━━━ Records for processing ━━━

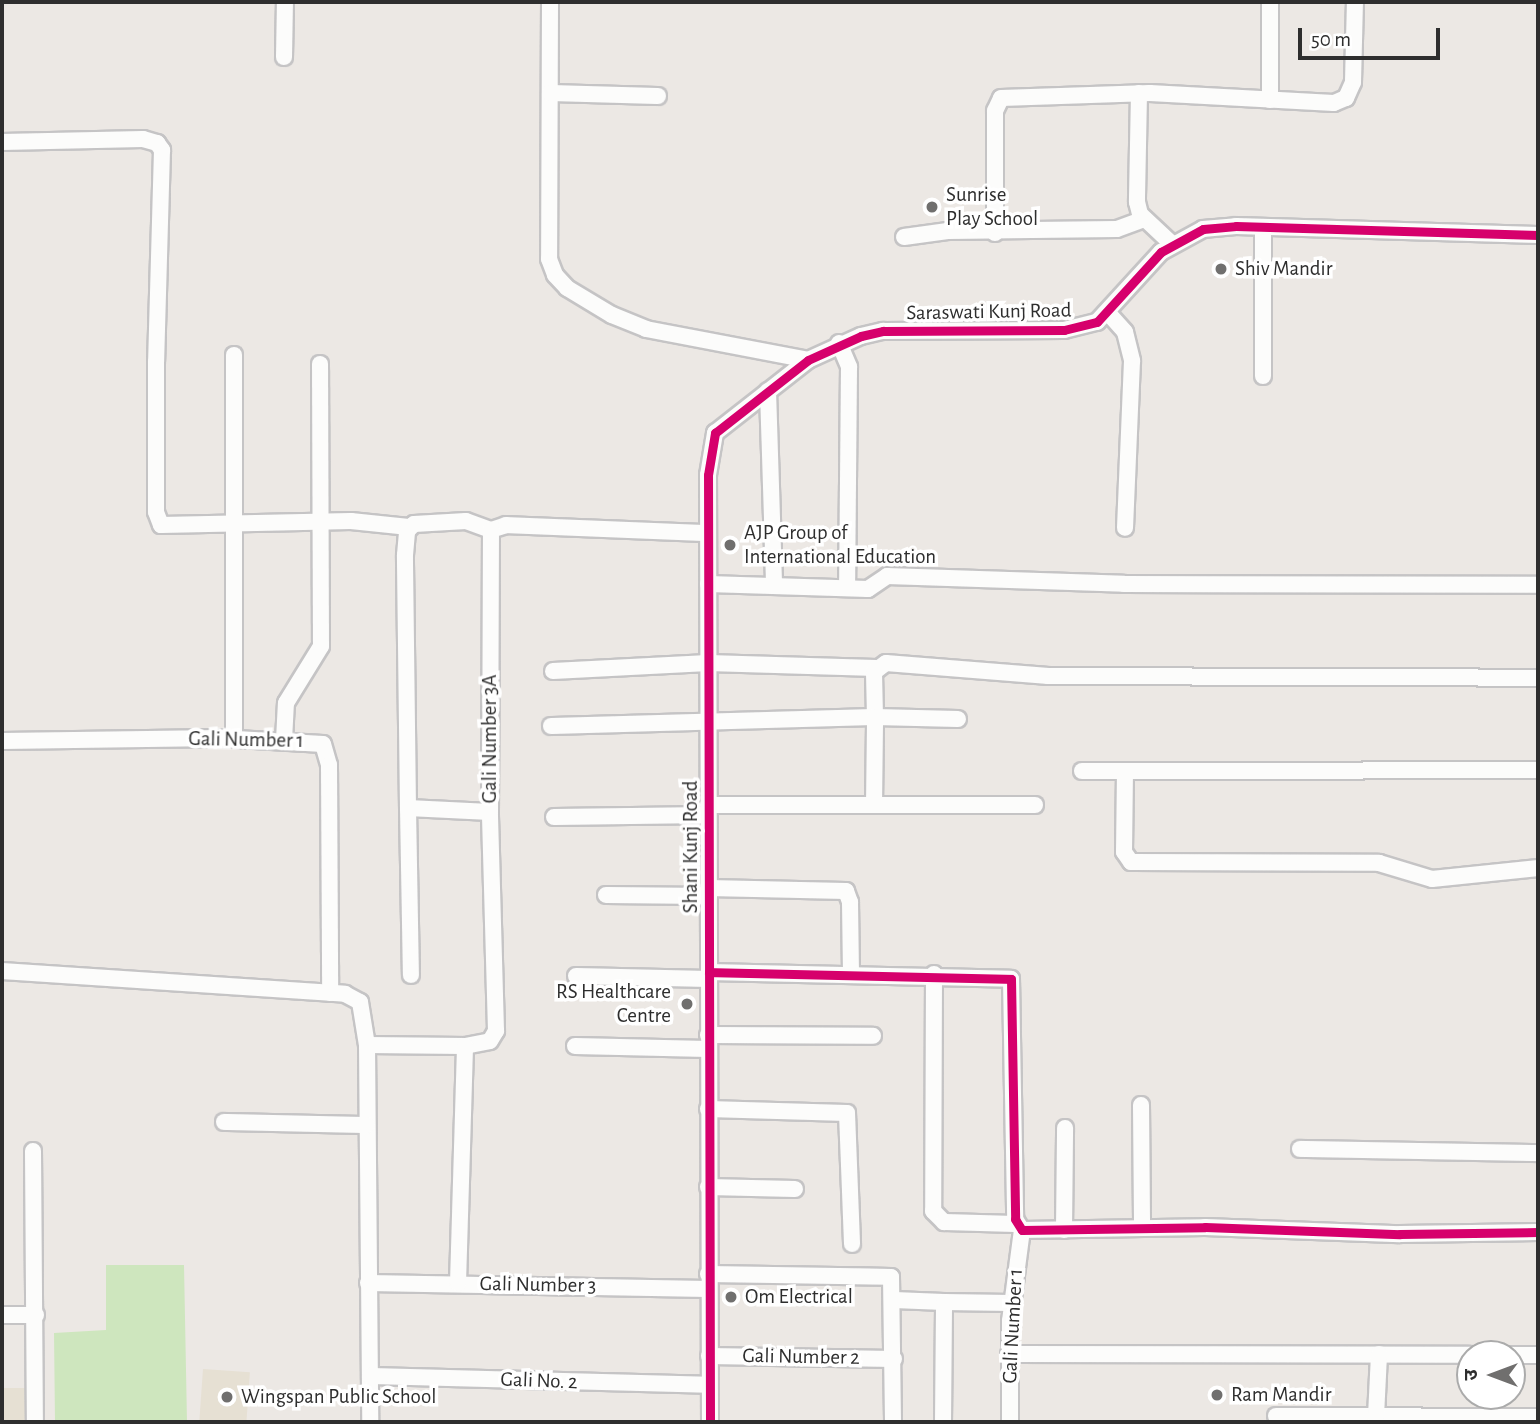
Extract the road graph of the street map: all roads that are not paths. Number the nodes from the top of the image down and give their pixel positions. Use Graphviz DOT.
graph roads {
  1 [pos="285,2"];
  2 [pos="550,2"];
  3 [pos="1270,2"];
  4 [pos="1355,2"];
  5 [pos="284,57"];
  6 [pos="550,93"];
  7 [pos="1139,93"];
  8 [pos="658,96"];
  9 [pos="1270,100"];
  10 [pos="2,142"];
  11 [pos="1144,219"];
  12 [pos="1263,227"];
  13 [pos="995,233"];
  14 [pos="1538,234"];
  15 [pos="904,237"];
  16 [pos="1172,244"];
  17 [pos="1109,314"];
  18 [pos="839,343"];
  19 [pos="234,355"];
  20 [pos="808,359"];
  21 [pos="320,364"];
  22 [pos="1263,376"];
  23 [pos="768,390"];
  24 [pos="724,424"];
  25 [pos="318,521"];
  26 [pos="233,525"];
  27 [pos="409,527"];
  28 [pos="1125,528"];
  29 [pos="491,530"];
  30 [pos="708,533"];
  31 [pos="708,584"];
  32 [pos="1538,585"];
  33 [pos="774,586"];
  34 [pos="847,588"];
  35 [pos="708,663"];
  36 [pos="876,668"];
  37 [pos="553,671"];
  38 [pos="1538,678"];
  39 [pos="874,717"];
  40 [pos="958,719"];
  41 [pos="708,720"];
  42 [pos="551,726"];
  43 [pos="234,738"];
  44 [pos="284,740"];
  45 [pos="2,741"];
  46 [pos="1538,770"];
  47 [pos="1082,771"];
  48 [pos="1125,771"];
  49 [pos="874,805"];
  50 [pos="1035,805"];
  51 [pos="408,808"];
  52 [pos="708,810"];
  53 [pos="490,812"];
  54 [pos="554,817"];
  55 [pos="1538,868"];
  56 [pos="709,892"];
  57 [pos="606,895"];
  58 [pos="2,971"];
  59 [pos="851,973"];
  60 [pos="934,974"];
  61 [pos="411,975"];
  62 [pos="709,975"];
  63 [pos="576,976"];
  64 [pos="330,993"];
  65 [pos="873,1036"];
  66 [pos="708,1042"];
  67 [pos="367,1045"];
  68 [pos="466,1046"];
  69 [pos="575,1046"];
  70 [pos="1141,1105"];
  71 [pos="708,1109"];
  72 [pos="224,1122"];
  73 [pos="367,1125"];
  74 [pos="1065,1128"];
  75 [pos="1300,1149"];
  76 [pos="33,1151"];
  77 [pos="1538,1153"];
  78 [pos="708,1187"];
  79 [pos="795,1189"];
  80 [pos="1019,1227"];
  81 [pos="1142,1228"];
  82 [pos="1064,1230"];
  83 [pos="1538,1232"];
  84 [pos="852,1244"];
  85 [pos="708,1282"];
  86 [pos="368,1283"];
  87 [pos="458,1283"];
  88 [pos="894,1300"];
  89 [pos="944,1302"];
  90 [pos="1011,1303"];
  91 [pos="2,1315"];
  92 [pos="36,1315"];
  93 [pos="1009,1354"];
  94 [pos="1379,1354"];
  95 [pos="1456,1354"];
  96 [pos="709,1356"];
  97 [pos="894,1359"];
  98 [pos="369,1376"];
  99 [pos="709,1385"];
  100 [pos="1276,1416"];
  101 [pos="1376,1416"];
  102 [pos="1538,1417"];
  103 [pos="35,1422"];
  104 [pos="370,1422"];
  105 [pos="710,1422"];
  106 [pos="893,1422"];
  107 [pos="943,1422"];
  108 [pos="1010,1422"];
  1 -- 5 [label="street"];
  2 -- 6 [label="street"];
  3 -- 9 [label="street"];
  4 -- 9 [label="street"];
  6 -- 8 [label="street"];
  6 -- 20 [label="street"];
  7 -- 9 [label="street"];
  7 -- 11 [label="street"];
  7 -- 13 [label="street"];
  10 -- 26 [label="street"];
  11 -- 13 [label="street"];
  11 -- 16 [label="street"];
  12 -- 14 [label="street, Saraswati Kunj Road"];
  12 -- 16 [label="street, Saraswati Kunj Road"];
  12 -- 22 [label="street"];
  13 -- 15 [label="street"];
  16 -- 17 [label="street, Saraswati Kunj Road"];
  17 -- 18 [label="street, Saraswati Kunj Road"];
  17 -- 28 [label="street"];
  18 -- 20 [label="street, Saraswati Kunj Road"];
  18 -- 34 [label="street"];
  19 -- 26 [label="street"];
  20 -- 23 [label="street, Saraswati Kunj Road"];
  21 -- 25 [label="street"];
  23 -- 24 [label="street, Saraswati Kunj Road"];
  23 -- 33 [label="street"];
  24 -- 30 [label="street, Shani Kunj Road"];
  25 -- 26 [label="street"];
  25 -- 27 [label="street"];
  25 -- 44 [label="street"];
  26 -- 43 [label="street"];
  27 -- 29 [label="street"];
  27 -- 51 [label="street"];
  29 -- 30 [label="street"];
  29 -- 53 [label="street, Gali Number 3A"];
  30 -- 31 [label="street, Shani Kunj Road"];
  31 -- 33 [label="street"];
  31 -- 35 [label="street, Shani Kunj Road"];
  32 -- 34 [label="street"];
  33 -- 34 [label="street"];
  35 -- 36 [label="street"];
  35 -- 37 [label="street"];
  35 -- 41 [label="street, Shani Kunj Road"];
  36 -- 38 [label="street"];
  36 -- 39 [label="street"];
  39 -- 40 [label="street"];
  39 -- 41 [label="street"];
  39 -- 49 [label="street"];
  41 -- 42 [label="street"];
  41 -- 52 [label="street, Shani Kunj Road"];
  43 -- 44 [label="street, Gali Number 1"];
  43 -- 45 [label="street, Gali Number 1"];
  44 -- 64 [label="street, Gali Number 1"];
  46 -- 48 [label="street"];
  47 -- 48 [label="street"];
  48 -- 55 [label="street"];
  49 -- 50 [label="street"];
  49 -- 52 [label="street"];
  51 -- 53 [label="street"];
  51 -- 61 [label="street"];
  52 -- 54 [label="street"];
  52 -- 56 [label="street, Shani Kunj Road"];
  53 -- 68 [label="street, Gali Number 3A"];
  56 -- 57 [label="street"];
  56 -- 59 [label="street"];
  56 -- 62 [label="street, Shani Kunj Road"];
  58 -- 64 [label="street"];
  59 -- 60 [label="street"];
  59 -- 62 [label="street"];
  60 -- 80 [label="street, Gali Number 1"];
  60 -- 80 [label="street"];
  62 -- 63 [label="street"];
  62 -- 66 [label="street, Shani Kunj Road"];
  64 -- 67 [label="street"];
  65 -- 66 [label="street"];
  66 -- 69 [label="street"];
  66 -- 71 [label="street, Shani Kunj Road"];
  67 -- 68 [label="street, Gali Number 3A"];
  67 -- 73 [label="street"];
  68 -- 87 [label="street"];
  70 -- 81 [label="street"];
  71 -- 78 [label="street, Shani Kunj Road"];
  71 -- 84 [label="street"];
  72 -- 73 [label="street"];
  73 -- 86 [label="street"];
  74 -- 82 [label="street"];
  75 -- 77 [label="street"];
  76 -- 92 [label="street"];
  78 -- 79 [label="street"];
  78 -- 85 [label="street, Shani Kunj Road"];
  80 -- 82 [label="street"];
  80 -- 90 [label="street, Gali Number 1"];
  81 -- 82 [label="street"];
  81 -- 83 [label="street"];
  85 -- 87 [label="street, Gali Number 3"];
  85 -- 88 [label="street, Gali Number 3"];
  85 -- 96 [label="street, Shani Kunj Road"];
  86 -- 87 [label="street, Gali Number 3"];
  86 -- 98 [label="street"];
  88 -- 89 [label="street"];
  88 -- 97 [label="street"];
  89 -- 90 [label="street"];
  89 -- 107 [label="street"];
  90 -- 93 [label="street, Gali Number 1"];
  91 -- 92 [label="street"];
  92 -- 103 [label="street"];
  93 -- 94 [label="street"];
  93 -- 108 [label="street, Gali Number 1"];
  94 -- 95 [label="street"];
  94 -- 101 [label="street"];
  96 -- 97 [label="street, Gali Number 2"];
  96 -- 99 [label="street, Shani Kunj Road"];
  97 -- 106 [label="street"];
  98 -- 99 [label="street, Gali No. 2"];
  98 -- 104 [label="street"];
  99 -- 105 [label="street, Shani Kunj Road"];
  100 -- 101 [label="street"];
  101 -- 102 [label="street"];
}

━━━

Which lines of the records contain the word "Saraswati"? Copy each of them.

  12 -- 14 [label="street, Saraswati Kunj Road"];
  12 -- 16 [label="street, Saraswati Kunj Road"];
  16 -- 17 [label="street, Saraswati Kunj Road"];
  17 -- 18 [label="street, Saraswati Kunj Road"];
  18 -- 20 [label="street, Saraswati Kunj Road"];
  20 -- 23 [label="street, Saraswati Kunj Road"];
  23 -- 24 [label="street, Saraswati Kunj Road"];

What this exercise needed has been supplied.